Robust Source Localization and Enhancement With a Probabilistic Steered Response Power Model

Source localization and enhancement are often treated separately in the array processing literature. One can apply steered response power (SRP) localization to determine the sources' Directions-Of-Arrival (DOA) followed by beamforming and Wiener post-filtering to isolate the sources from each other and ambient interference. We show that when there is significant overlap between directional sources of interest in the time-frequency (TF) plane, traditional SRP localization breaks down. This may occur, for example, when the array is located near a reflector, significant early reflections are present, or the sources are harmonized. We propose a joint solution to the localization and enhancement problems via a probabilistic interpretation of the SRP function. We formulate optimization procedures for (1) a mixture of single-source SRP distributions (MoSRP) and (2) a multi-source SRP distribution (MultSRP).

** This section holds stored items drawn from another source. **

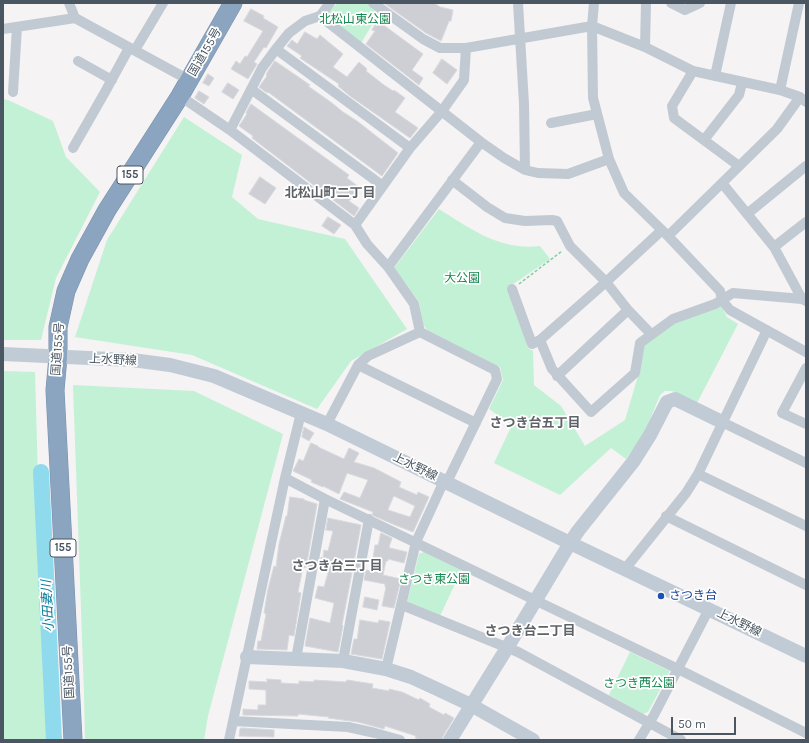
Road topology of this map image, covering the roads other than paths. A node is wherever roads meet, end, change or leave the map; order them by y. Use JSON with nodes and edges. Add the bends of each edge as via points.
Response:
{"nodes":[{"id":1,"x":69,"y":3,"type":"edge"},
{"id":2,"x":163,"y":3,"type":"edge"},
{"id":3,"x":233,"y":3,"type":"edge"},
{"id":4,"x":330,"y":3,"type":"edge"},
{"id":5,"x":373,"y":3,"type":"edge"},
{"id":6,"x":518,"y":3,"type":"edge"},
{"id":7,"x":594,"y":3,"type":"edge"},
{"id":8,"x":646,"y":3,"type":"edge"},
{"id":9,"x":671,"y":3,"type":"edge"},
{"id":10,"x":700,"y":3,"type":"edge"},
{"id":11,"x":731,"y":3,"type":"edge"},
{"id":12,"x":799,"y":3,"type":"edge"},
{"id":13,"x":320,"y":16,"type":"junction"},
{"id":14,"x":75,"y":18,"type":"junction"},
{"id":15,"x":592,"y":26,"type":"junction"},
{"id":16,"x":17,"y":27,"type":"junction"},
{"id":17,"x":3,"y":29,"type":"edge"},
{"id":18,"x":521,"y":39,"type":"junction"},
{"id":19,"x":645,"y":47,"type":"junction"},
{"id":20,"x":466,"y":48,"type":"junction"},
{"id":21,"x":132,"y":49,"type":"junction"},
{"id":22,"x":276,"y":49,"type":"junction"},
{"id":23,"x":78,"y":61,"type":"dead end"},
{"id":24,"x":692,"y":71,"type":"junction"},
{"id":25,"x":714,"y":76,"type":"junction"},
{"id":26,"x":112,"y":80,"type":"junction"},
{"id":27,"x":189,"y":80,"type":"junction"},
{"id":28,"x":742,"y":82,"type":"junction"},
{"id":29,"x":251,"y":89,"type":"junction"},
{"id":30,"x":780,"y":90,"type":"junction"},
{"id":31,"x":13,"y":92,"type":"dead end"},
{"id":32,"x":180,"y":96,"type":"junction"},
{"id":33,"x":803,"y":99,"type":"edge"},
{"id":34,"x":442,"y":111,"type":"junction"},
{"id":35,"x":597,"y":114,"type":"junction"},
{"id":36,"x":551,"y":123,"type":"dead end"},
{"id":37,"x":230,"y":130,"type":"junction"},
{"id":38,"x":704,"y":140,"type":"junction"},
{"id":39,"x":482,"y":142,"type":"junction"},
{"id":40,"x":73,"y":148,"type":"dead end"},
{"id":41,"x":410,"y":148,"type":"junction"},
{"id":42,"x":609,"y":159,"type":"junction"},
{"id":43,"x":739,"y":166,"type":"junction"},
{"id":44,"x":806,"y":166,"type":"edge"},
{"id":45,"x":525,"y":170,"type":"junction"},
{"id":46,"x":452,"y":180,"type":"junction"},
{"id":47,"x":722,"y":183,"type":"junction"},
{"id":48,"x":383,"y":186,"type":"junction"},
{"id":49,"x":747,"y":214,"type":"junction"},
{"id":50,"x":806,"y":222,"type":"edge"},
{"id":51,"x":355,"y":225,"type":"junction"},
{"id":52,"x":665,"y":233,"type":"junction"},
{"id":53,"x":774,"y":247,"type":"junction"},
{"id":54,"x":388,"y":267,"type":"junction"},
{"id":55,"x":606,"y":282,"type":"junction"},
{"id":56,"x":512,"y":288,"type":"road end"},
{"id":57,"x":805,"y":299,"type":"edge"},
{"id":58,"x":722,"y":300,"type":"junction"},
{"id":59,"x":628,"y":310,"type":"junction"},
{"id":60,"x":767,"y":330,"type":"junction"},
{"id":61,"x":420,"y":332,"type":"junction"},
{"id":62,"x":651,"y":334,"type":"junction"},
{"id":63,"x":540,"y":340,"type":"junction"},
{"id":64,"x":806,"y":352,"type":"edge"},
{"id":65,"x":3,"y":354,"type":"edge"},
{"id":66,"x":58,"y":357,"type":"junction"},
{"id":67,"x":358,"y":365,"type":"junction"},
{"id":68,"x":806,"y":368,"type":"edge"},
{"id":69,"x":557,"y":376,"type":"junction"},
{"id":70,"x":301,"y":413,"type":"junction"},
{"id":71,"x":722,"y":422,"type":"junction"},
{"id":72,"x":476,"y":423,"type":"junction"},
{"id":73,"x":327,"y":424,"type":"junction"},
{"id":74,"x":806,"y":424,"type":"edge"},
{"id":75,"x":806,"y":463,"type":"edge"},
{"id":76,"x":698,"y":474,"type":"junction"},
{"id":77,"x":285,"y":478,"type":"junction"},
{"id":78,"x":446,"y":482,"type":"junction"},
{"id":79,"x":325,"y":499,"type":"junction"},
{"id":80,"x":666,"y":516,"type":"junction"},
{"id":81,"x":369,"y":519,"type":"junction"},
{"id":82,"x":806,"y":526,"type":"edge"},
{"id":83,"x":416,"y":542,"type":"junction"},
{"id":84,"x":570,"y":543,"type":"junction"},
{"id":85,"x":626,"y":569,"type":"junction"},
{"id":86,"x":806,"y":585,"type":"edge"},
{"id":87,"x":535,"y":600,"type":"junction"},
{"id":88,"x":402,"y":605,"type":"junction"},
{"id":89,"x":709,"y":609,"type":"junction"},
{"id":90,"x":507,"y":648,"type":"junction"},
{"id":91,"x":806,"y":656,"type":"edge"},
{"id":92,"x":248,"y":657,"type":"junction"},
{"id":93,"x":296,"y":659,"type":"junction"},
{"id":94,"x":343,"y":661,"type":"junction"},
{"id":95,"x":678,"y":669,"type":"junction"},
{"id":96,"x":386,"y":670,"type":"junction"},
{"id":97,"x":471,"y":705,"type":"junction"},
{"id":98,"x":233,"y":721,"type":"junction"},
{"id":99,"x":649,"y":722,"type":"junction"},
{"id":100,"x":806,"y":733,"type":"edge"},
{"id":101,"x":395,"y":739,"type":"edge"},
{"id":102,"x":72,"y":740,"type":"edge"},
{"id":103,"x":229,"y":740,"type":"edge"},
{"id":104,"x":450,"y":740,"type":"edge"},
{"id":105,"x":533,"y":740,"type":"edge"},
{"id":106,"x":639,"y":740,"type":"edge"},
{"id":107,"x":681,"y":740,"type":"edge"}],
"edges":[{"from":1,"to":14,"type":"street"},
{"from":2,"to":21,"type":"street"},
{"from":3,"to":27,"type":"highway","name":"国道155号","number":"155"},
{"from":4,"to":13,"type":"street"},
{"from":5,"to":20,"type":"street","via":[[440,48]]},
{"from":6,"to":18,"type":"street"},
{"from":7,"to":15,"type":"street"},
{"from":8,"to":19,"type":"street"},
{"from":9,"to":10,"type":"street","via":[[685,10]]},
{"from":11,"to":25,"type":"street"},
{"from":12,"to":30,"type":"street"},
{"from":13,"to":22,"type":"street","via":[[305,21],[289,33]]},
{"from":13,"to":34,"type":"street"},
{"from":14,"to":16,"type":"street"},
{"from":14,"to":21,"type":"street"},
{"from":15,"to":18,"type":"street"},
{"from":15,"to":19,"type":"street"},
{"from":15,"to":35,"type":"street","via":[[593,98]]},
{"from":16,"to":17,"type":"street"},
{"from":16,"to":31,"type":"street"},
{"from":18,"to":20,"type":"street"},
{"from":18,"to":45,"type":"street"},
{"from":19,"to":24,"type":"street"},
{"from":20,"to":34,"type":"street","via":[[464,80]]},
{"from":21,"to":26,"type":"street"},
{"from":21,"to":27,"type":"street"},
{"from":22,"to":29,"type":"street"},
{"from":22,"to":41,"type":"street"},
{"from":23,"to":26,"type":"street"},
{"from":24,"to":25,"type":"street"},
{"from":24,"to":38,"type":"street","via":[[672,106],[674,118]]},
{"from":25,"to":28,"type":"street"},
{"from":26,"to":40,"type":"street"},
{"from":27,"to":32,"type":"highway","name":"国道155号","number":"155"},
{"from":28,"to":30,"type":"street"},
{"from":28,"to":38,"type":"street","via":[[738,95]]},
{"from":29,"to":37,"type":"street"},
{"from":29,"to":48,"type":"street"},
{"from":30,"to":33,"type":"street"},
{"from":32,"to":37,"type":"street"},
{"from":32,"to":66,"type":"highway","name":"国道155号","number":"155","via":[[80,259],[66,291],[58,327]]},
{"from":33,"to":43,"type":"street"},
{"from":34,"to":39,"type":"street"},
{"from":34,"to":41,"type":"street"},
{"from":35,"to":36,"type":"street"},
{"from":35,"to":42,"type":"street"},
{"from":37,"to":51,"type":"street"},
{"from":38,"to":43,"type":"street"},
{"from":39,"to":45,"type":"street"},
{"from":39,"to":46,"type":"street"},
{"from":41,"to":48,"type":"street"},
{"from":42,"to":45,"type":"street","via":[[568,174]]},
{"from":42,"to":52,"type":"street","via":[[624,193]]},
{"from":43,"to":47,"type":"street"},
{"from":44,"to":49,"type":"street"},
{"from":46,"to":54,"type":"street"},
{"from":46,"to":55,"type":"street","via":[[505,218],[557,221],[570,246]]},
{"from":47,"to":49,"type":"street"},
{"from":47,"to":52,"type":"street"},
{"from":48,"to":51,"type":"street"},
{"from":49,"to":53,"type":"street"},
{"from":50,"to":53,"type":"street"},
{"from":51,"to":54,"type":"street","via":[[367,244]]},
{"from":52,"to":55,"type":"street"},
{"from":52,"to":58,"type":"street","via":[[720,291]]},
{"from":53,"to":57,"type":"street"},
{"from":54,"to":61,"type":"street","via":[[414,304]]},
{"from":55,"to":59,"type":"street"},
{"from":55,"to":63,"type":"street"},
{"from":56,"to":63,"type":"street","via":[[532,344]]},
{"from":57,"to":58,"type":"street","via":[[733,293]]},
{"from":58,"to":60,"type":"street","via":[[730,310]]},
{"from":58,"to":62,"type":"street","via":[[672,319]]},
{"from":59,"to":62,"type":"street"},
{"from":59,"to":69,"type":"street"},
{"from":60,"to":64,"type":"street"},
{"from":60,"to":71,"type":"street"},
{"from":61,"to":67,"type":"street","via":[[368,356]]},
{"from":61,"to":72,"type":"street","via":[[495,370],[497,379]]},
{"from":62,"to":69,"type":"street","via":[[640,343],[635,373],[591,412]]},
{"from":63,"to":69,"type":"street"},
{"from":65,"to":66,"type":"street","name":"上水野線"},
{"from":66,"to":70,"type":"street","name":"上水野線","via":[[132,360],[170,365],[214,376]]},
{"from":66,"to":102,"type":"highway","name":"国道155号","number":"155","via":[[55,390]]},
{"from":67,"to":72,"type":"street"},
{"from":67,"to":73,"type":"street"},
{"from":68,"to":74,"type":"street","via":[[782,413]]},
{"from":70,"to":73,"type":"street","name":"上水野線"},
{"from":70,"to":77,"type":"street"},
{"from":71,"to":75,"type":"street"},
{"from":71,"to":76,"type":"street"},
{"from":71,"to":84,"type":"street","via":[[675,399],[667,402],[633,462]]},
{"from":72,"to":78,"type":"street"},
{"from":73,"to":78,"type":"street","name":"上水野線"},
{"from":76,"to":80,"type":"street"},
{"from":76,"to":82,"type":"street"},
{"from":77,"to":79,"type":"street"},
{"from":77,"to":92,"type":"street"},
{"from":78,"to":83,"type":"street"},
{"from":78,"to":84,"type":"street","name":"上水野線"},
{"from":79,"to":81,"type":"street"},
{"from":79,"to":93,"type":"street"},
{"from":80,"to":85,"type":"street"},
{"from":80,"to":86,"type":"street"},
{"from":81,"to":83,"type":"street"},
{"from":81,"to":94,"type":"street"},
{"from":83,"to":87,"type":"street"},
{"from":83,"to":88,"type":"street"},
{"from":84,"to":85,"type":"street","name":"上水野線"},
{"from":84,"to":87,"type":"street"},
{"from":85,"to":89,"type":"street","name":"上水野線"},
{"from":87,"to":90,"type":"street"},
{"from":87,"to":95,"type":"street"},
{"from":88,"to":90,"type":"street"},
{"from":88,"to":96,"type":"street"},
{"from":89,"to":91,"type":"street","name":"上水野線"},
{"from":89,"to":95,"type":"street"},
{"from":90,"to":97,"type":"street"},
{"from":90,"to":99,"type":"street"},
{"from":92,"to":93,"type":"street"},
{"from":92,"to":98,"type":"street"},
{"from":93,"to":94,"type":"street"},
{"from":94,"to":96,"type":"street"},
{"from":95,"to":99,"type":"street"},
{"from":95,"to":100,"type":"street"},
{"from":96,"to":97,"type":"street","via":[[411,677]]},
{"from":97,"to":104,"type":"street"},
{"from":97,"to":105,"type":"street"},
{"from":98,"to":101,"type":"street","via":[[348,727]]},
{"from":98,"to":103,"type":"street"},
{"from":99,"to":106,"type":"street"},
{"from":99,"to":107,"type":"street"}]}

Unlike in traditional localization, the latter approach explicitly models source overlap in the TF plane. Results shows that the MultSRP model is capable of localizing sources with significant overlap in the TF domain and that either of the proposed methods out-performs standard SRP localization for multiple speakers.

[1]  Jean Rouat,et al.  Robust localization and tracking of simultaneous moving sound sources using beamforming and particle filtering , 2007, Robotics Auton. Syst..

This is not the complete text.